Go through the entries and transcribe each one exactly, dropping the pictures.
*** Exercise data Section Begins ***
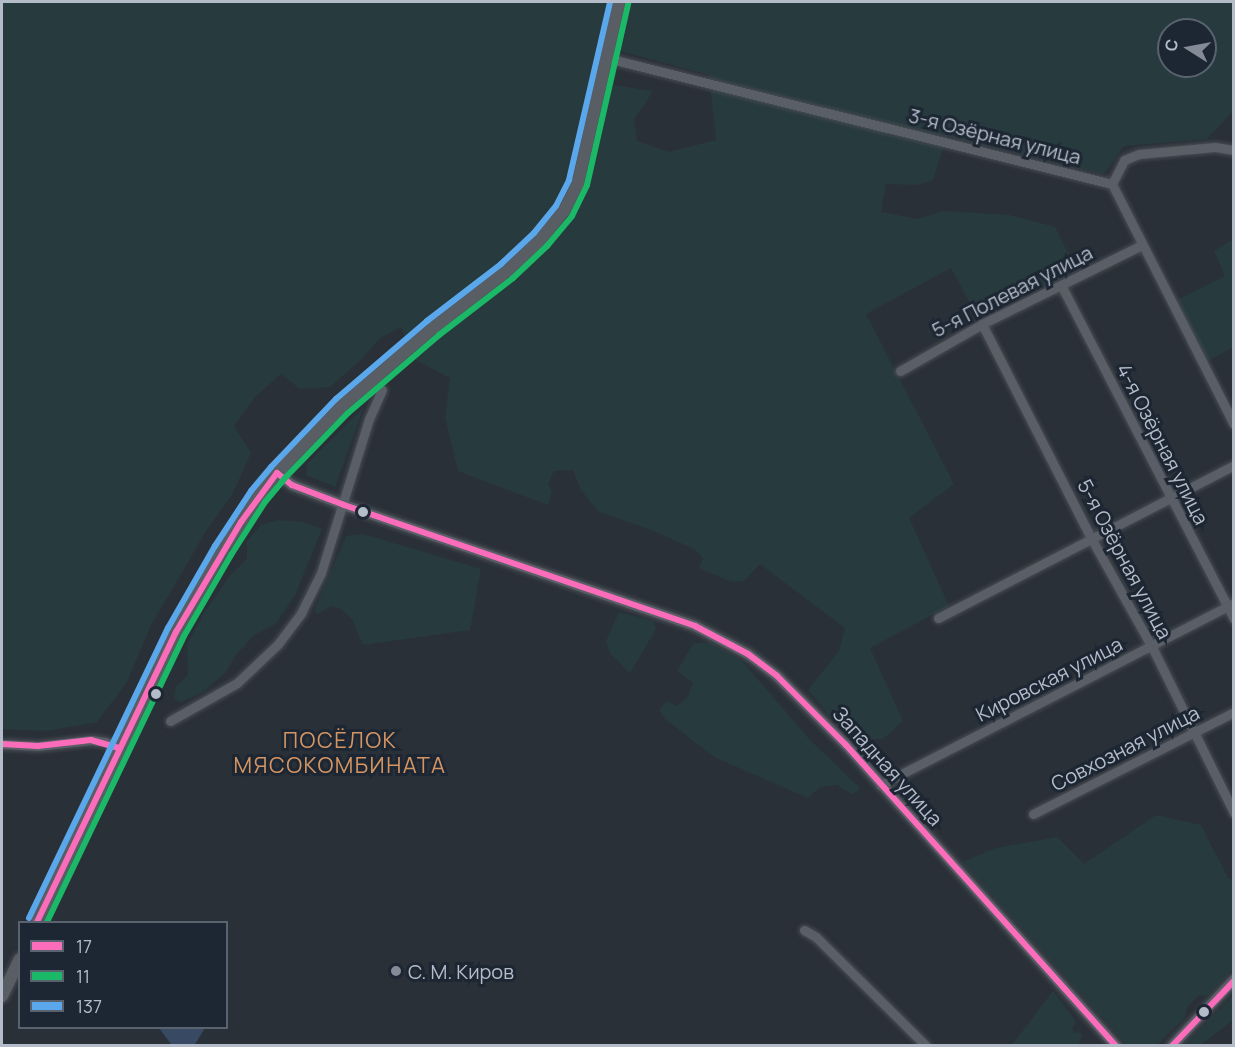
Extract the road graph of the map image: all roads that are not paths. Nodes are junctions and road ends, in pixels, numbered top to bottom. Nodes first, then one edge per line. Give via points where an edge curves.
1 (619, 2) edge
2 (607, 58) junction
3 (1233, 150) edge
4 (1112, 184) junction
5 (1142, 245) junction
6 (1061, 285) junction
7 (982, 324) junction
8 (900, 371) dead end
9 (382, 390) dead end
10 (1233, 424) edge
11 (1233, 465) edge
12 (277, 473) junction
13 (1170, 498) junction
14 (344, 505) junction
15 (1091, 538) junction
16 (1230, 605) edge
17 (938, 618) dead end
18 (1233, 620) edge
19 (1152, 647) junction
20 (1233, 712) edge
21 (170, 721) dead end
22 (1194, 733) junction
23 (2, 744) edge
24 (119, 748) junction
25 (880, 785) junction
26 (1233, 813) edge
27 (1033, 814) dead end
28 (37, 921) edge
29 (804, 930) dead end
30 (18, 962) edge
31 (1233, 980) edge
32 (2, 996) edge
33 (926, 1046) edge
34 (1116, 1046) edge
35 (1172, 1046) edge

1 - 2 main road
2 - 4 street, 3-я Озёрная улица
2 - 12 main road via 578,183 564,212 507,271 432,328 342,406
3 - 4 street via 1215,147 1139,154 1124,160
4 - 5 street
5 - 6 street, 5-я Полевая улица
5 - 10 street
6 - 7 street, 5-я Полевая улица
6 - 13 street, 4-я Озёрная улица
7 - 8 street, 5-я Полевая улица
7 - 15 street, 5-я Озёрная улица
9 - 14 street via 369,418
11 - 13 street
12 - 14 street, Западная улица via 292,485
12 - 24 main road via 202,584
13 - 15 street
13 - 16 street, 4-я Озёрная улица
14 - 21 street via 321,573 301,613 278,644 237,683
14 - 25 street, Западная улица via 695,626 731,644 777,676
15 - 17 street
15 - 19 street, 5-я Озёрная улица
16 - 18 street, 4-я Озёрная улица
16 - 19 street, Кировская улица
19 - 22 street, 5-я Озёрная улица
19 - 25 street, Кировская улица
20 - 22 street, Совхозная улица
22 - 26 street, 5-я Озёрная улица
22 - 27 street, Совхозная улица
23 - 24 street via 38,746 91,740
24 - 28 main road
25 - 34 street, Западная улица
29 - 33 street via 816,937
30 - 32 main road
31 - 35 street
*** Exercise data Section Ends ***
Answer space
Extract the road graph of the map image: all roads that are not paths. Nodes are junctions and road ends, in pixels, numbered top to bottom. Nodes first, then one edge per line. Give via points where an edge curves.
1 (619, 2) edge
2 (607, 58) junction
3 (1233, 150) edge
4 (1112, 184) junction
5 (1142, 245) junction
6 (1061, 285) junction
7 (982, 324) junction
8 (900, 371) dead end
9 (382, 390) dead end
10 (1233, 424) edge
11 (1233, 465) edge
12 (277, 473) junction
13 (1170, 498) junction
14 (344, 505) junction
15 (1091, 538) junction
16 (1230, 605) edge
17 (938, 618) dead end
18 (1233, 620) edge
19 (1152, 647) junction
20 (1233, 712) edge
21 (170, 721) dead end
22 (1194, 733) junction
23 (2, 744) edge
24 (119, 748) junction
25 (880, 785) junction
26 (1233, 813) edge
27 (1033, 814) dead end
28 (37, 921) edge
29 (804, 930) dead end
30 (18, 962) edge
31 (1233, 980) edge
32 (2, 996) edge
33 (926, 1046) edge
34 (1116, 1046) edge
35 (1172, 1046) edge

1 - 2 main road
2 - 4 street, 3-я Озёрная улица
2 - 12 main road via 578,183 564,212 507,271 432,328 342,406
3 - 4 street via 1215,147 1139,154 1124,160
4 - 5 street
5 - 6 street, 5-я Полевая улица
5 - 10 street
6 - 7 street, 5-я Полевая улица
6 - 13 street, 4-я Озёрная улица
7 - 8 street, 5-я Полевая улица
7 - 15 street, 5-я Озёрная улица
9 - 14 street via 369,418
11 - 13 street
12 - 14 street, Западная улица via 292,485
12 - 24 main road via 202,584
13 - 15 street
13 - 16 street, 4-я Озёрная улица
14 - 21 street via 321,573 301,613 278,644 237,683
14 - 25 street, Западная улица via 695,626 731,644 777,676
15 - 17 street
15 - 19 street, 5-я Озёрная улица
16 - 18 street, 4-я Озёрная улица
16 - 19 street, Кировская улица
19 - 22 street, 5-я Озёрная улица
19 - 25 street, Кировская улица
20 - 22 street, Совхозная улица
22 - 26 street, 5-я Озёрная улица
22 - 27 street, Совхозная улица
23 - 24 street via 38,746 91,740
24 - 28 main road
25 - 34 street, Западная улица
29 - 33 street via 816,937
30 - 32 main road
31 - 35 street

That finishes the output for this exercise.